Some reading and watching
I had mentioned a few weeks back that I finished "Dombey and Son" and was looking for something else to read.
My wife gave a collection of essays on atheism that was interesting. Well, I didn't read them all -- that's some heavy stuff -- but have enjoyed looking through works by Emma Goldman, Mark Twain, Albert Einstein and Joseph Conrad.
I picked up a collection of Robert Browning's poem's again. I love this volume. Jayne got it for me and it was published in 1949 in England (still has the price marked in pounds in it) and it does not footnote, thank goodness. I find constant breaks with notes to stop the flow of poetry, like coming to a stop sign every block on a bike ride. It just slows you down and sucks the life out of you..
I think that's why people are taught to hate verse. In school, it's constant analysis and breaks and more breaks and analysis.

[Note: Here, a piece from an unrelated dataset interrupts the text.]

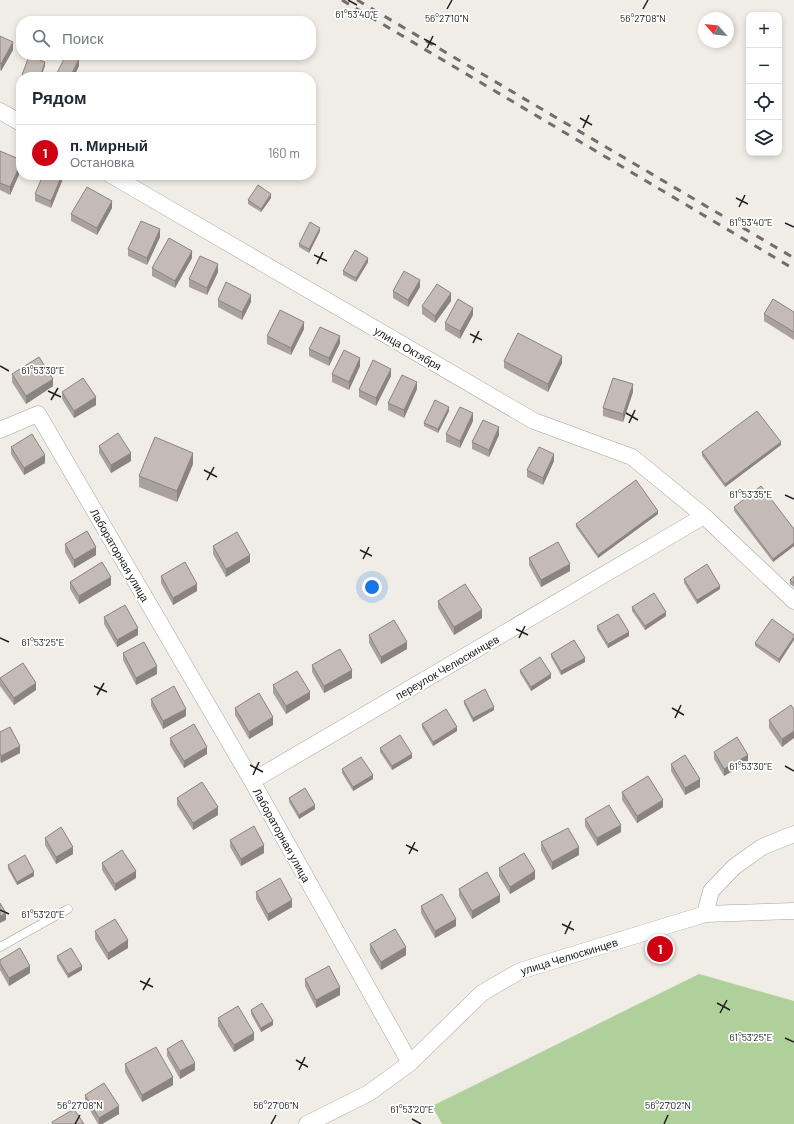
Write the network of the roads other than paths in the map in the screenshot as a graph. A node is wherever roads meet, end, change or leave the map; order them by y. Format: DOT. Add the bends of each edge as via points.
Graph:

Just enjoy the rhythm first, then look for the meaning, like listening to music.
I'm reading "Paracelsus," whose photo I stuck at the top of this blog. He was a 15th- 16th-century doctor and alchemist. I'm still reading through it and will be for a long while -- a poem from the 1830s about a medieval alchemist/scholar is not a ride on the S.S. Minnow!
Blazing Saddles
Speaking of TV: I had a coworker say the other day she did not like "Young Frankenstein" or "Blazing Saddles." Shocking!
These are some of the top film comedies created, but that's for another blog. I settled down last night to watch "Blazing Saddles" on AMC to revive my shaken views. I expected an uncut version, but got one that hacked out blatant obscene words and covered up all racial terms!
Oh, come on. Without the word nigger, the movie loses its humor and, most importantly, its social relevance. It becomes emasculated slapstick. The movie is funny because it confronts society's racism and, instead of wagging a finger at us for our idiotic beliefs, it turns up its middle finger and waves it in our faces.
The scene where the town folks have to negotiate their fate with the black railroad workers is hilarious, but AMC cutout the white man's rant about which ethnic groups his people would work with. The censors left in, "but not the Irish."
That rant is a great social commentary on the idiocy of racism, but people who watch it on AMC won't know this.
Thought: Someone's gonna have to go back and get a shitload of dimes!
1 Comments:
He said, "The sherriff is near".
P.S. - 15 is my limit on schnitzengruben.